**Task objective:** Return all lines in the material below that contain "Макарівська".

**Input material:**
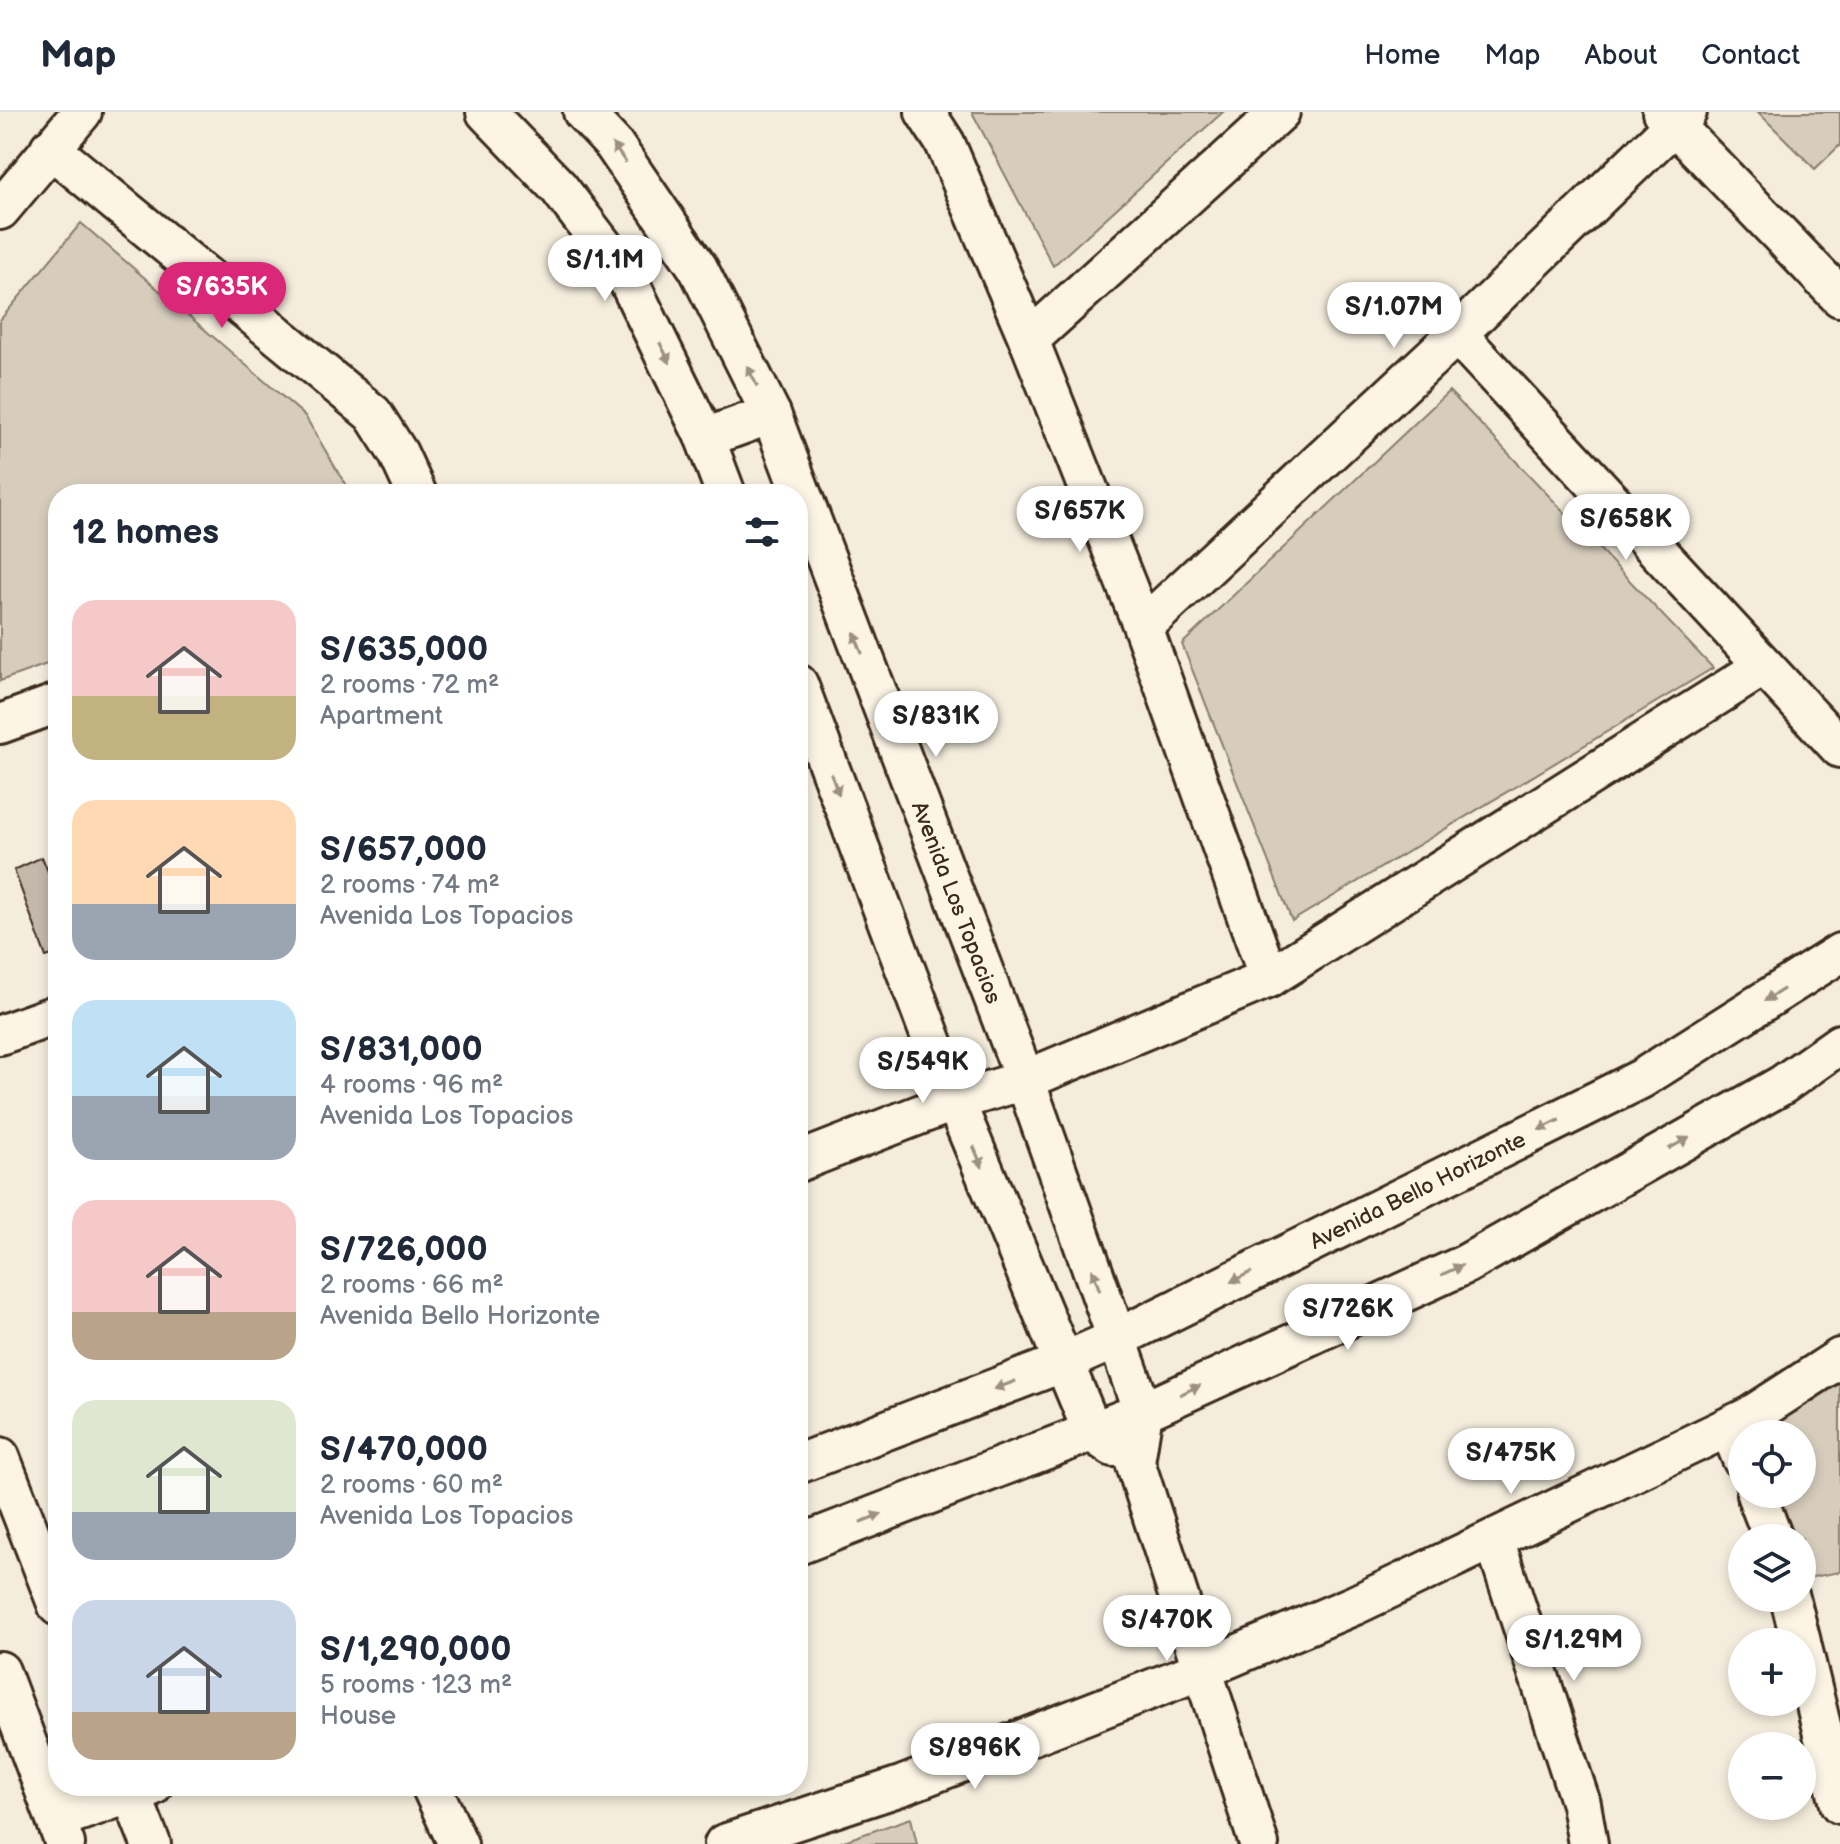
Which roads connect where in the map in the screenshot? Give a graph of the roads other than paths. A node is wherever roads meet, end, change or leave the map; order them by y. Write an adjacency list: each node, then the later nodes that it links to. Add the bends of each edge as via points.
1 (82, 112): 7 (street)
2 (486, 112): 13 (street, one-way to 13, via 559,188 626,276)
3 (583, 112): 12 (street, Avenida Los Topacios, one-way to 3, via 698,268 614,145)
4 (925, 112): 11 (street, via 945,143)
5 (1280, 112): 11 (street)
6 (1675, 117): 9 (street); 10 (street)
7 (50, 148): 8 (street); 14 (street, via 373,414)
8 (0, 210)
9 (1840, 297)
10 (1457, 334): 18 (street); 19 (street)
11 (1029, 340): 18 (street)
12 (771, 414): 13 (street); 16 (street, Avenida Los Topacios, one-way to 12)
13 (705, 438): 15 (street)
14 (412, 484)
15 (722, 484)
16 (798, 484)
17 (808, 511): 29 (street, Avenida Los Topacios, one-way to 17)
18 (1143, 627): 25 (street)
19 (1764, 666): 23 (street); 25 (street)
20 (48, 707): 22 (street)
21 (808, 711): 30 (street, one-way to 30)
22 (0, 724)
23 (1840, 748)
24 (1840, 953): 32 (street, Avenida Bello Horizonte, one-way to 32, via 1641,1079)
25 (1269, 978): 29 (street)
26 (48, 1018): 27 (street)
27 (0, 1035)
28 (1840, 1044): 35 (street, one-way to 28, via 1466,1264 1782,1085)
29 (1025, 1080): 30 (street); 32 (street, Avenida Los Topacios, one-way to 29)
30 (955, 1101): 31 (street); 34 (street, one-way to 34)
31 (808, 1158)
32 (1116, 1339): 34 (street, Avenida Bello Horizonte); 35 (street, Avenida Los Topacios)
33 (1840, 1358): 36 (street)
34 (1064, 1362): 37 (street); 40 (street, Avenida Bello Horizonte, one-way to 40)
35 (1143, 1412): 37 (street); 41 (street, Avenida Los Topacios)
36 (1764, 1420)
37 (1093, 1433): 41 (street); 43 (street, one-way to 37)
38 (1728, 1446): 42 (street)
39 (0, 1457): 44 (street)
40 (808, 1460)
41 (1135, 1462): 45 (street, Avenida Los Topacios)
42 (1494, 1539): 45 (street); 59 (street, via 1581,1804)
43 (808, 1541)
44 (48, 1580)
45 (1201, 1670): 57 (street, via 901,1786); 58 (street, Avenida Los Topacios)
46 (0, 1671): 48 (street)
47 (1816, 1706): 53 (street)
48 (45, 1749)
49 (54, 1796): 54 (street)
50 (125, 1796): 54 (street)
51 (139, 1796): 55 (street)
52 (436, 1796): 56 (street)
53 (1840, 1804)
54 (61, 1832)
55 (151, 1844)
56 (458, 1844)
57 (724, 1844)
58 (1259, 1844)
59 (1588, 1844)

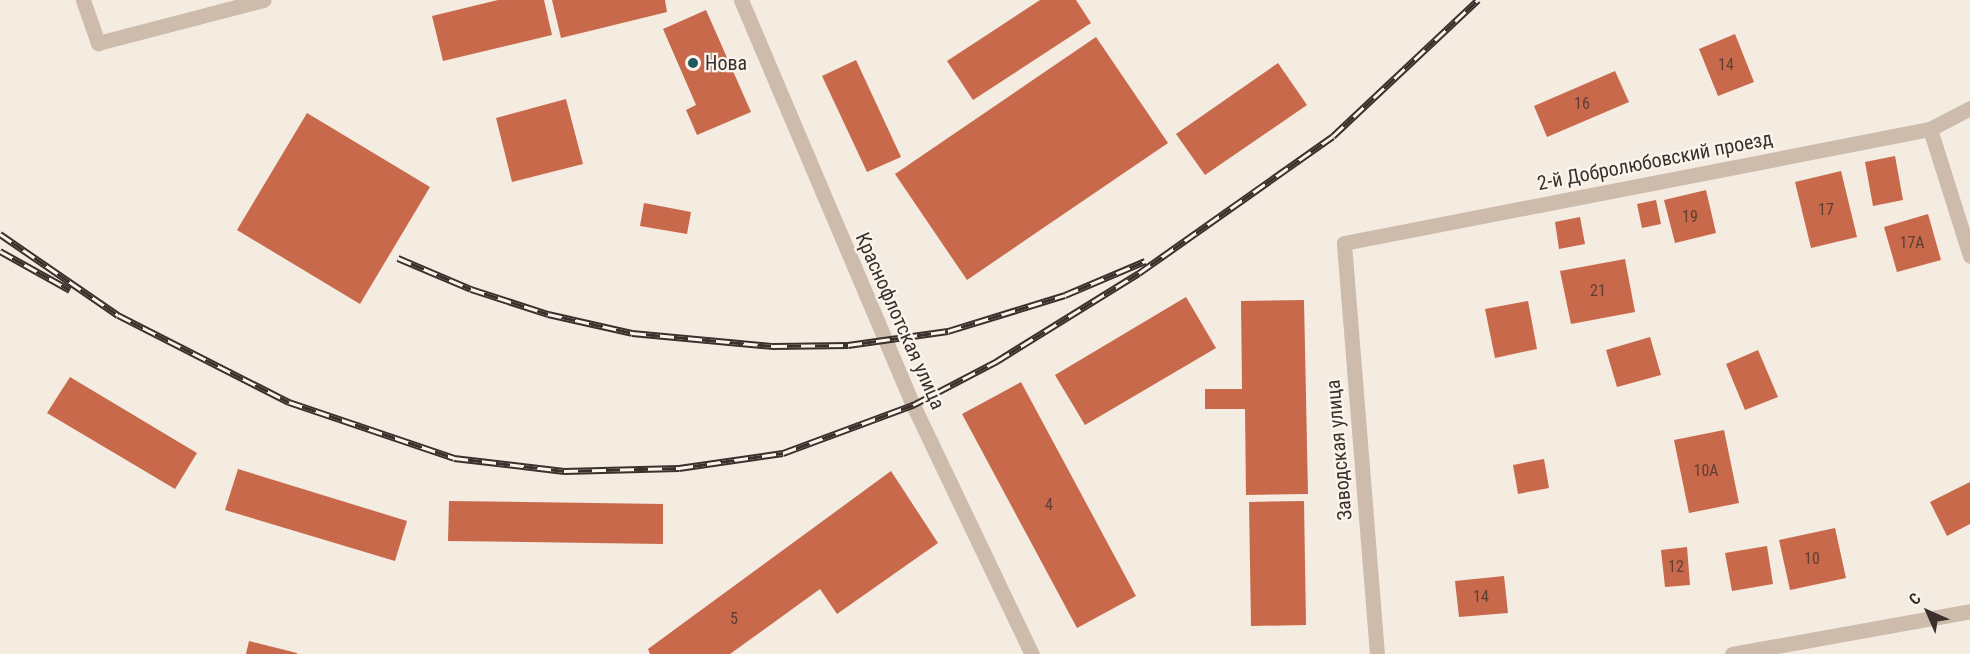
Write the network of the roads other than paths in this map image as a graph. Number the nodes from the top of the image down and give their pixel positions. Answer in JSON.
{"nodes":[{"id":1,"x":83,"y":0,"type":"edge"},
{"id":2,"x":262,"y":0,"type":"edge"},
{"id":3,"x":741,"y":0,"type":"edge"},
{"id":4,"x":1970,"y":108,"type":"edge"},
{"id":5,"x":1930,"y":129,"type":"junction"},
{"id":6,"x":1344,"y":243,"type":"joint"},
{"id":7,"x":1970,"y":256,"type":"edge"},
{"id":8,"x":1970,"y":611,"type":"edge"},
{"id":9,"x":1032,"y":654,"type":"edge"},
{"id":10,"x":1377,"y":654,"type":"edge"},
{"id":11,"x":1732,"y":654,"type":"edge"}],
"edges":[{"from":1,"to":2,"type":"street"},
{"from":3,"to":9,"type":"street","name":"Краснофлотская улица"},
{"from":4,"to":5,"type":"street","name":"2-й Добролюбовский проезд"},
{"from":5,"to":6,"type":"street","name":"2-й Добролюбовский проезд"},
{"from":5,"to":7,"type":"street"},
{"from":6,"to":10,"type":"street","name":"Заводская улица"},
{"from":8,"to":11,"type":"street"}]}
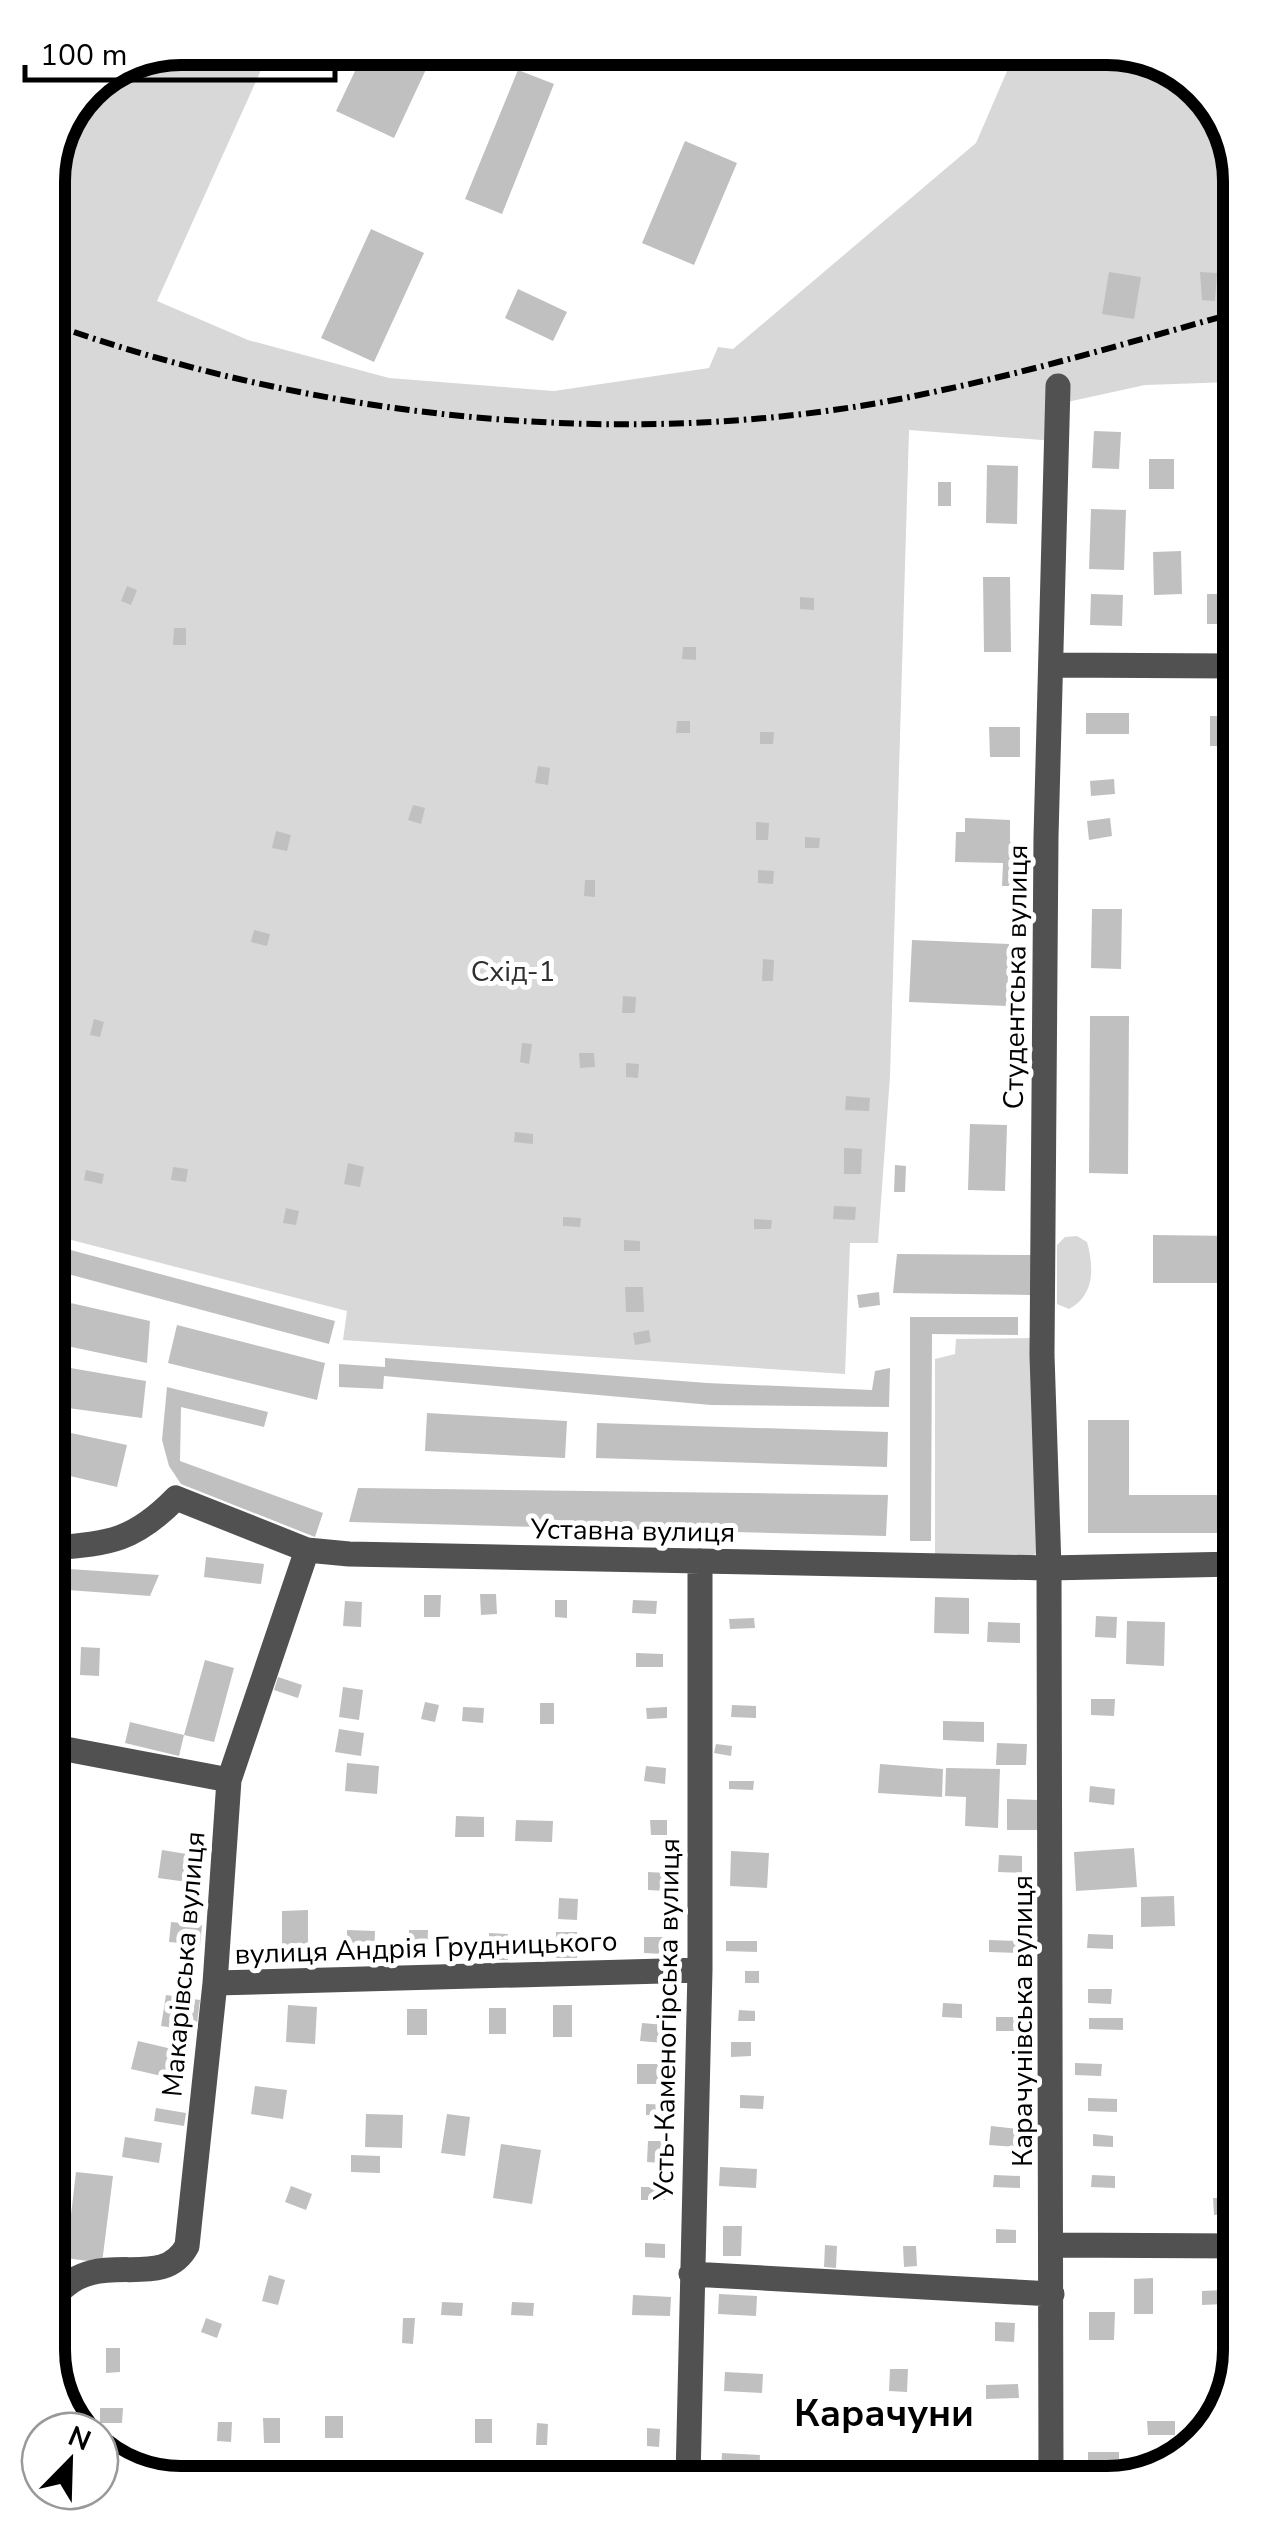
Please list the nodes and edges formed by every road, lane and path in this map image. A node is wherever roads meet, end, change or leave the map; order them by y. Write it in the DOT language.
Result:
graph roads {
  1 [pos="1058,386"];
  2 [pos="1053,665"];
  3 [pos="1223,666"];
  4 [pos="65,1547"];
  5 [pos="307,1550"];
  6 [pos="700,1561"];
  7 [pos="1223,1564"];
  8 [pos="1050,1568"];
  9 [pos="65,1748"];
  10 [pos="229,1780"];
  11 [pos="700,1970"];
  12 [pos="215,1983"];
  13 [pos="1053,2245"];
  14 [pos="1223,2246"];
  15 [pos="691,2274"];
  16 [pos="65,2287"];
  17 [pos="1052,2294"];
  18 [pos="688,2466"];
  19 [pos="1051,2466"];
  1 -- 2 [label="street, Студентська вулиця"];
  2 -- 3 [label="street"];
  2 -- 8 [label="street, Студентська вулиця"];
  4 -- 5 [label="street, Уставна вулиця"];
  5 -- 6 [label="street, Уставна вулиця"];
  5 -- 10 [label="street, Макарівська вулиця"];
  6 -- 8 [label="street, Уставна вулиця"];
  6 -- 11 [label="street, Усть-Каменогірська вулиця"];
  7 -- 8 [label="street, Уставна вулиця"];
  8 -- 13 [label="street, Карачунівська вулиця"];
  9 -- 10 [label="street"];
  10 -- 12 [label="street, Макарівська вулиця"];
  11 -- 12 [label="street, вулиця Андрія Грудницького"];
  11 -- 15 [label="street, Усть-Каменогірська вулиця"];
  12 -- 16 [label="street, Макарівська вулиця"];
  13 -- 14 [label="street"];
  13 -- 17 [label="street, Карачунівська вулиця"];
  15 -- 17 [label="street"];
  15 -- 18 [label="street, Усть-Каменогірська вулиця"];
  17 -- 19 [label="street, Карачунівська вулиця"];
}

**Response for this exercise:**
  5 -- 10 [label="street, Макарівська вулиця"];
  10 -- 12 [label="street, Макарівська вулиця"];
  12 -- 16 [label="street, Макарівська вулиця"];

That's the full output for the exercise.